-- RECORD EXCERPTS follows --

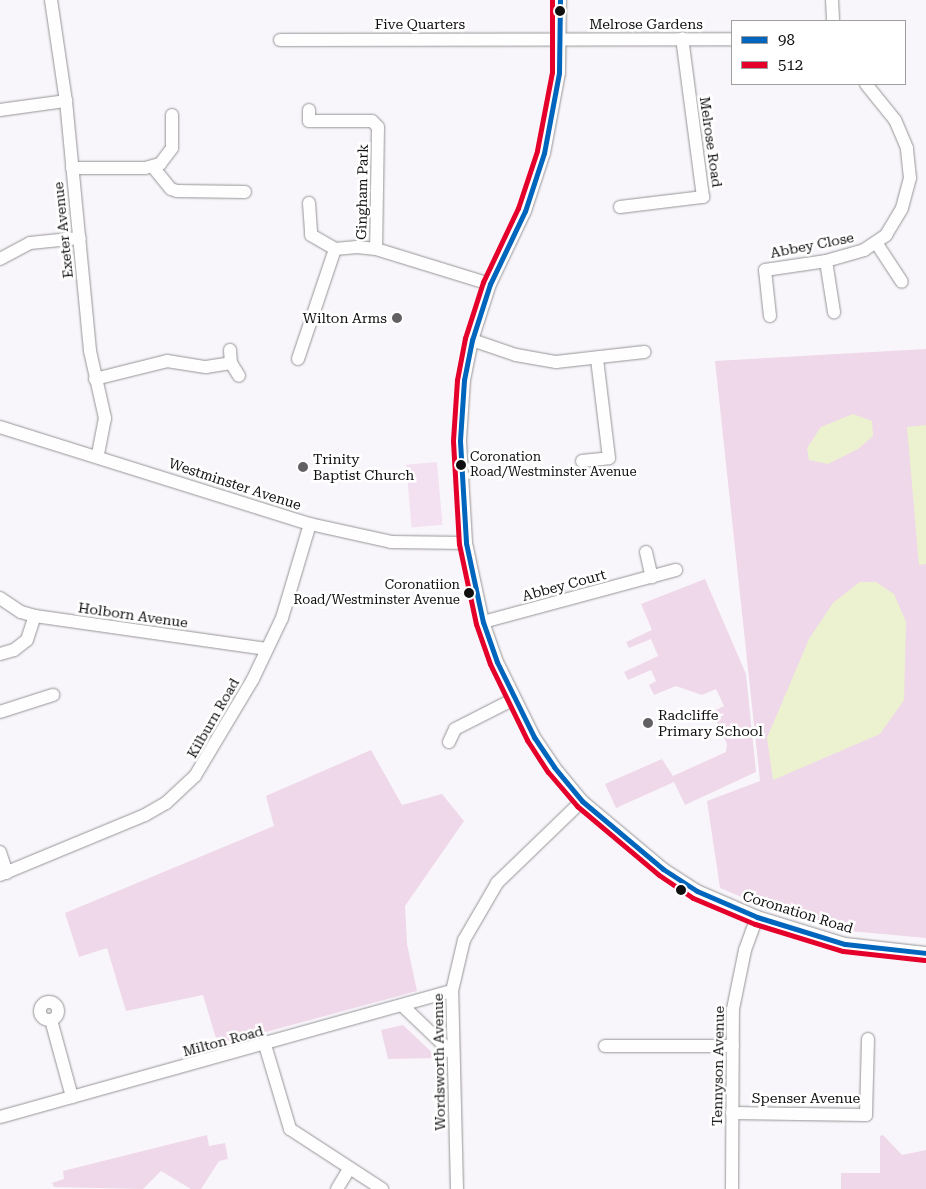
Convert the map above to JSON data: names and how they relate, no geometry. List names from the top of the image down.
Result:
{
  "streets": {
    "street": [
      "Five Quarters",
      "Melrose Gardens",
      "Melrose Road",
      "Gingham Park",
      "Exeter Avenue",
      "Abbey Close",
      "Westminster Avenue",
      "Abbey Court",
      "Holborn Avenue",
      "Kilburn Road",
      "Coronation Road",
      "Milton Road",
      "Wordsworth Avenue",
      "Tennyson Avenue",
      "Spenser Avenue"
    ]
  },
  "crossings": [
    ["Five Quarters", "Melrose Gardens"],
    ["Five Quarters", "Coronation Road"],
    ["Melrose Gardens", "Melrose Road"],
    ["Melrose Gardens", "Coronation Road"],
    ["Gingham Park", "Coronation Road"],
    ["Exeter Avenue", "Westminster Avenue"],
    ["Westminster Avenue", "Kilburn Road"],
    ["Westminster Avenue", "Coronation Road"],
    ["Abbey Court", "Coronation Road"],
    ["Holborn Avenue", "Kilburn Road"],
    ["Coronation Road", "Wordsworth Avenue"],
    ["Coronation Road", "Tennyson Avenue"],
    ["Milton Road", "Wordsworth Avenue"],
    ["Tennyson Avenue", "Spenser Avenue"]
  ],
  "places": [
    "Wilton Arms",
    "Coronation Road/Westminster Avenue",
    "Trinity Baptist Church",
    "Coronatiion Road/Westminster Avenue",
    "Radcliffe Primary School"
  ],
  "lines": ["transit line 98", "transit line 512"],
  "legend": ["98", "512"]
}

-- RECORD EXCERPTS concluded --

For the records above, state how many lines contain the string "Court", with no added text.

2